By examining the molecular structures of compounds, an artificial intelligence system may explain how they smell. Often, these descriptions resemble those of skilled human sniffers.
The system’s creators utilized it to create a list of smells, such as “fruity” or “grassy,” that are associated with hundreds of chemical compounds. This odorous guidebook may aid researchers in the development of new synthetic fragrances as well as providing insights into how the human brain interprets smell.
A whiff of a memory
Smells are the only sort of sensory information that travels directly from the sensory organ — in this case, the nose — to the brain’s memory and emotional centres; all other types of sensory input pass through other brain regions first. This straightforward explanation explains why odours can elicit specific, vivid memories.
According to neurobiologist Alexander Wiltschko, smell is unique. His Cambridge, Massachusetts-based startup, Osmo, is a spin-off from Google Research that aims to create novel smelly molecules, or odorants.

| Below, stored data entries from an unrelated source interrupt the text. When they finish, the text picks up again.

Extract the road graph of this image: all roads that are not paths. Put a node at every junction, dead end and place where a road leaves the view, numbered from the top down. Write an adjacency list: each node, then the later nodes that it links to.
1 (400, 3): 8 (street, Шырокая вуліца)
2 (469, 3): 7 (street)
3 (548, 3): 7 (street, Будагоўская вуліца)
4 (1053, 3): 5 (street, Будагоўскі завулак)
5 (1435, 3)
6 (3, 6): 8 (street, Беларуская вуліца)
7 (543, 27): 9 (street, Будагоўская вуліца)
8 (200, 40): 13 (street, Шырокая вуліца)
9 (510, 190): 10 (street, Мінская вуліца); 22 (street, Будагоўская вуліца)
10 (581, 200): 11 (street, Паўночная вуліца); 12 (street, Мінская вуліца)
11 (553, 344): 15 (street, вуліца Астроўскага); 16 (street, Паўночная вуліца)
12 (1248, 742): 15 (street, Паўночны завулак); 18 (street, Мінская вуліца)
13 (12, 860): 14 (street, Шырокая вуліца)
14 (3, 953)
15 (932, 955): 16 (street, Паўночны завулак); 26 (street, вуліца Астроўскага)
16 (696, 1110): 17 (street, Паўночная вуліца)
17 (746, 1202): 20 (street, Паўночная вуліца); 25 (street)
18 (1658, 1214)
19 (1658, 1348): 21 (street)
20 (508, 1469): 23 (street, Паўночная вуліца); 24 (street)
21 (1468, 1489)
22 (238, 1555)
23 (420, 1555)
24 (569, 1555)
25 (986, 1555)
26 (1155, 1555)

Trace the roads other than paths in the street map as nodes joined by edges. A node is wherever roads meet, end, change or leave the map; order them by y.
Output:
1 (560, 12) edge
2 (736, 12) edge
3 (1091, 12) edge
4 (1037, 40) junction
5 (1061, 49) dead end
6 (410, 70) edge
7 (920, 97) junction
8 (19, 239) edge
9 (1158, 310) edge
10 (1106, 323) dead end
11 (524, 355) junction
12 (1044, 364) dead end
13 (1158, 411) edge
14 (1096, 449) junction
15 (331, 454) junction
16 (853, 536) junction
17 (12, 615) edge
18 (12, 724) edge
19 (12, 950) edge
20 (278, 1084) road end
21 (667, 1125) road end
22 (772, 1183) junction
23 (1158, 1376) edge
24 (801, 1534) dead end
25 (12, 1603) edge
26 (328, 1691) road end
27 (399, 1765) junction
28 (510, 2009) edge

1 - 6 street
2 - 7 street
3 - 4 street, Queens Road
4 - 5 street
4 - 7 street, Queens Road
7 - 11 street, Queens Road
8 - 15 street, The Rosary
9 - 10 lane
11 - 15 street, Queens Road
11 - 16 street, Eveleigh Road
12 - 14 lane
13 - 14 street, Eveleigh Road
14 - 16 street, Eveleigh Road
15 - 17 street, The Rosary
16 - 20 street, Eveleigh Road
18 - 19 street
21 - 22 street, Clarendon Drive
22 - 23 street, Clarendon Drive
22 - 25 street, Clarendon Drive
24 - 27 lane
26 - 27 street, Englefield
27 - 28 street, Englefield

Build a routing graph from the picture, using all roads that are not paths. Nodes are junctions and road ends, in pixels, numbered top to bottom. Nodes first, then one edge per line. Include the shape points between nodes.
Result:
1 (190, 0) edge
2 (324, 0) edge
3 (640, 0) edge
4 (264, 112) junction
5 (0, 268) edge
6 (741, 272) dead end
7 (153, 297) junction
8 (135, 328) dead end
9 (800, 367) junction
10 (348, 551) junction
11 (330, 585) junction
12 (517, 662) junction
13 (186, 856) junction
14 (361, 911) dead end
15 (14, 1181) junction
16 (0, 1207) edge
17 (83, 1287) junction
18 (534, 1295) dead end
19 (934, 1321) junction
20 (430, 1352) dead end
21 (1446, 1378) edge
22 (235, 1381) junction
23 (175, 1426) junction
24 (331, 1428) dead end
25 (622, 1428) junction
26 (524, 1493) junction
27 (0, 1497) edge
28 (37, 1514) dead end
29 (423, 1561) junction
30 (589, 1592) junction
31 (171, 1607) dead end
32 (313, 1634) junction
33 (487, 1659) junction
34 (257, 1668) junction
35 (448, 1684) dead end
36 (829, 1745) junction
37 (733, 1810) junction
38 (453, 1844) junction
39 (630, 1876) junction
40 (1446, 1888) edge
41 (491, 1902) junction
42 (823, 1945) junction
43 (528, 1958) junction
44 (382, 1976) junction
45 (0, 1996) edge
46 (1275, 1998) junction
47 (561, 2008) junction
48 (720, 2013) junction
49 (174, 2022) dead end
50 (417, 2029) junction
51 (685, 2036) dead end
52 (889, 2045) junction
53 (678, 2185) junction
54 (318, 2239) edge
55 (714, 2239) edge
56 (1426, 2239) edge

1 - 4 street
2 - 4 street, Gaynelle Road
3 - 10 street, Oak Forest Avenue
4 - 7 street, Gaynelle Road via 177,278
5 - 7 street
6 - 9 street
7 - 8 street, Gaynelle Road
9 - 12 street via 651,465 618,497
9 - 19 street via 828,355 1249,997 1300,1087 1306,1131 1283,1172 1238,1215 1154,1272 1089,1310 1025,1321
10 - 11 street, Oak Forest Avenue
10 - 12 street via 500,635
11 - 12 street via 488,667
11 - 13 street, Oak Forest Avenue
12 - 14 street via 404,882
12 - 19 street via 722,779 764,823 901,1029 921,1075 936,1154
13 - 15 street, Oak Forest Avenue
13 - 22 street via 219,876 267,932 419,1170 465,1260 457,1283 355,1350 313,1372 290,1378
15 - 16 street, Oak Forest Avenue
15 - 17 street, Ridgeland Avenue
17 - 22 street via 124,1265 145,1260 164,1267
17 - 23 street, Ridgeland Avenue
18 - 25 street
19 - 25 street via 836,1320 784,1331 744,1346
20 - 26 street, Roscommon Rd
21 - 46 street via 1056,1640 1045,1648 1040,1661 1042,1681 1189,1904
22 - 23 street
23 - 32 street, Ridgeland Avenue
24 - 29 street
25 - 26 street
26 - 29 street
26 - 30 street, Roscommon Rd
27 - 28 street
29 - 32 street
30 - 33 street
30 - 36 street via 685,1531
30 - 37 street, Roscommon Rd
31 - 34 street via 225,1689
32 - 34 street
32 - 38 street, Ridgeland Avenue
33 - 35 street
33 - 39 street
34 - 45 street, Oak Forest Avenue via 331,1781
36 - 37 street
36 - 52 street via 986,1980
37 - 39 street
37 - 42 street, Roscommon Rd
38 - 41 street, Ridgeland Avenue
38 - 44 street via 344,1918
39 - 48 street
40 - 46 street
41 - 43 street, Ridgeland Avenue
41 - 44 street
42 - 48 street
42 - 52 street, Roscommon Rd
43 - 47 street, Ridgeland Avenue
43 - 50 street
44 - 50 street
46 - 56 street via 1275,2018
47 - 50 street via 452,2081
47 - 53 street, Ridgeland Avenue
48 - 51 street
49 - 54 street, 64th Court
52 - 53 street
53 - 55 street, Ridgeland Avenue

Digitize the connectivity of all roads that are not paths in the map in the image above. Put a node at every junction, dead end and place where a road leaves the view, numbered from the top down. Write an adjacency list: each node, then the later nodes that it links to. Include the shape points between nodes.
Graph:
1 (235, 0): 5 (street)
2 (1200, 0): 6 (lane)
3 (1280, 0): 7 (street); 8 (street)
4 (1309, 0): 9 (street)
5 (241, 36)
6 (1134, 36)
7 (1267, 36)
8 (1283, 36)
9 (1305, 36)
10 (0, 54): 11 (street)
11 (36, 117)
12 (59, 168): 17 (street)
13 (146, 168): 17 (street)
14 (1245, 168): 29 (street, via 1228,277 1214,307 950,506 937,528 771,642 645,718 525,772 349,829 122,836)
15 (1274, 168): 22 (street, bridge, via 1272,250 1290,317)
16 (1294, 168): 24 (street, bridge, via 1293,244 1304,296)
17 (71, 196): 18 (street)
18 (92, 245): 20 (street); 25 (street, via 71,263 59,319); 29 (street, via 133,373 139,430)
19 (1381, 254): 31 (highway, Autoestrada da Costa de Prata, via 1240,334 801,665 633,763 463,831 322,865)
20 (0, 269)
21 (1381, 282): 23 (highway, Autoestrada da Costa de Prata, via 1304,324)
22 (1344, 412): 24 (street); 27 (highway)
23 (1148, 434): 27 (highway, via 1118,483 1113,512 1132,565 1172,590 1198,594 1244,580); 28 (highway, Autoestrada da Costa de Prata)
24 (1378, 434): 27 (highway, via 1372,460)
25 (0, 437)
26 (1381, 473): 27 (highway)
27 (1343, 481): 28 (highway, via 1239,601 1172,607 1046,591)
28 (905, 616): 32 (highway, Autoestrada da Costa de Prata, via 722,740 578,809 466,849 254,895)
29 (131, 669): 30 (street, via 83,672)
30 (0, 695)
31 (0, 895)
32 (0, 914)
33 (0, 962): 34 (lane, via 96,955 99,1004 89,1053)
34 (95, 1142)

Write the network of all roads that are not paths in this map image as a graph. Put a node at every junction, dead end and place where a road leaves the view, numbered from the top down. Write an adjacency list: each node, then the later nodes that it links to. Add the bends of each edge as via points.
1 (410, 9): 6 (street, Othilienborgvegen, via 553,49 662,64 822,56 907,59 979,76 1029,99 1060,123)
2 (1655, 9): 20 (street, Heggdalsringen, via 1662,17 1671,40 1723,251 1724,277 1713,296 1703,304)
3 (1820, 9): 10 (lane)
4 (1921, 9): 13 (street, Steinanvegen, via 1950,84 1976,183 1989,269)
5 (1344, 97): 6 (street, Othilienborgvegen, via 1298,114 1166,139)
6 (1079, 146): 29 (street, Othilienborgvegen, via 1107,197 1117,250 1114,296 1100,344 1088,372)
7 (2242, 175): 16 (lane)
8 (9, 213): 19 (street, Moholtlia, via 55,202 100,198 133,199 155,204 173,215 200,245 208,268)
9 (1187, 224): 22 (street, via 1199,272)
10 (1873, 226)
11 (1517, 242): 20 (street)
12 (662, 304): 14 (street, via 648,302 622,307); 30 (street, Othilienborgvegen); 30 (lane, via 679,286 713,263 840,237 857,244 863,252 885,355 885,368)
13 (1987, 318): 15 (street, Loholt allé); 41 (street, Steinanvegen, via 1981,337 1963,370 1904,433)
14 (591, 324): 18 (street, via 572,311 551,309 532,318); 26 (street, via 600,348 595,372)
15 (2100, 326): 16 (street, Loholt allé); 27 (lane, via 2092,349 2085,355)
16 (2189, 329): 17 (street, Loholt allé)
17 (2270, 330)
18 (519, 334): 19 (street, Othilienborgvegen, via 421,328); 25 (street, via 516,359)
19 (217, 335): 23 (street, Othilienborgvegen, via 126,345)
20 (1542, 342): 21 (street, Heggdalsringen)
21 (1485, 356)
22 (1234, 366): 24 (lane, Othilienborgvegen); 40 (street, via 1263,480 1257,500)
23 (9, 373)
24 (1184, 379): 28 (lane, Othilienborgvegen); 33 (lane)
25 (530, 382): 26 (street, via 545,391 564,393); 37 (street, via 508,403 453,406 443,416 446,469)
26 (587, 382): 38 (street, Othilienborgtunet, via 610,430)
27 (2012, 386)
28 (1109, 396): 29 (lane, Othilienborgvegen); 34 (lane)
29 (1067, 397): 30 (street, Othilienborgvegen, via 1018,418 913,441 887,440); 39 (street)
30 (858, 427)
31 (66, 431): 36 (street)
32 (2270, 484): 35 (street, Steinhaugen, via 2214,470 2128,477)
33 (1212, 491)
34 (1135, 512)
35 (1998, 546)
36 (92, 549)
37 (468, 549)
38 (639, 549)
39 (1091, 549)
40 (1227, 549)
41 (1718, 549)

Wiltschko and his team at Osmo created a form of artificial intelligence (AI) system known as a neural network that can assign one or more of 55 descriptive terms, such as fishy or winey, to an odorant in order to investigate the relationship between a chemical’s structure and its scent. The group gave the AI instructions to characterize the fragrance of over 5,000 odorants. To understand the connection between chemical structure and scent, the AI also examined each odorant’s chemical composition.
Around 250 associations between particular chemical structure patterns and a particular odour were found by the system. In order to help the AI forecast the scent of a novel chemical, the researchers aggregated these associations into a particular odour map (POM).
15 volunteers were trained to associate particular odours with the same set of descriptive phrases used by the AI so that the POM could be tested against human noses. The writers then gathered a large number of odorants that are artificial yet are nonetheless recognisable enough for individuals to describe. then asked 323 of the human participants to describe them, and then asked the AI to anticipate the scent of each new molecule based on its chemical makeup. The AI’s prediction frequently came closer than any individual’s approximation to the average human answer.
The nose’s knowledge
Stuart Firestein, a neurologist at New York City’s Columbia University, calls it a wonderful advancement in machine learning. The food and cleaning product industries, for instance, might benefit from the POM, according to him.
Firestein, however, notes that the POM doesn’t provide much information regarding the biology underlying the human sense of smell, such as how various compounds interact with the roughly 350 odour receptors in the human nose. He asserts that although they have the chemical side and the brain side, we are still in the dark regarding the middle.
The use of language in the paper to connect structures with individual odours is praised by Pablo Meyer, a systems biologist at the IBM Centre for Computational Health in Yorktown Heights, New York. He does not, however, think that the “correct” way to describe a smell is the average of what the humans said. According to him, smell is a subjective sense. There isn’t, in his opinion, a right way to perceive something.
The next stage, according to Wiltschko, is to discover how odorants interact and compete with one another to produce an aroma that the human brain perceives as being wholly distinct from the aromas of each of the individual odorants. This will be highly challenging, according to Meyer and Firestein: combining merely 100 molecules in various combinations of 10 results in 17 trillion variants, and the number of conceivable combinations quickly rises to a level that is simply too great for a computer to process.
But according to Firestein, that is the way people genuinely smell. A single fragrance, like coffee, can have hundreds of odorant compounds in it. The next step is to anticipate how the mixture will smell, according to Wiltschko.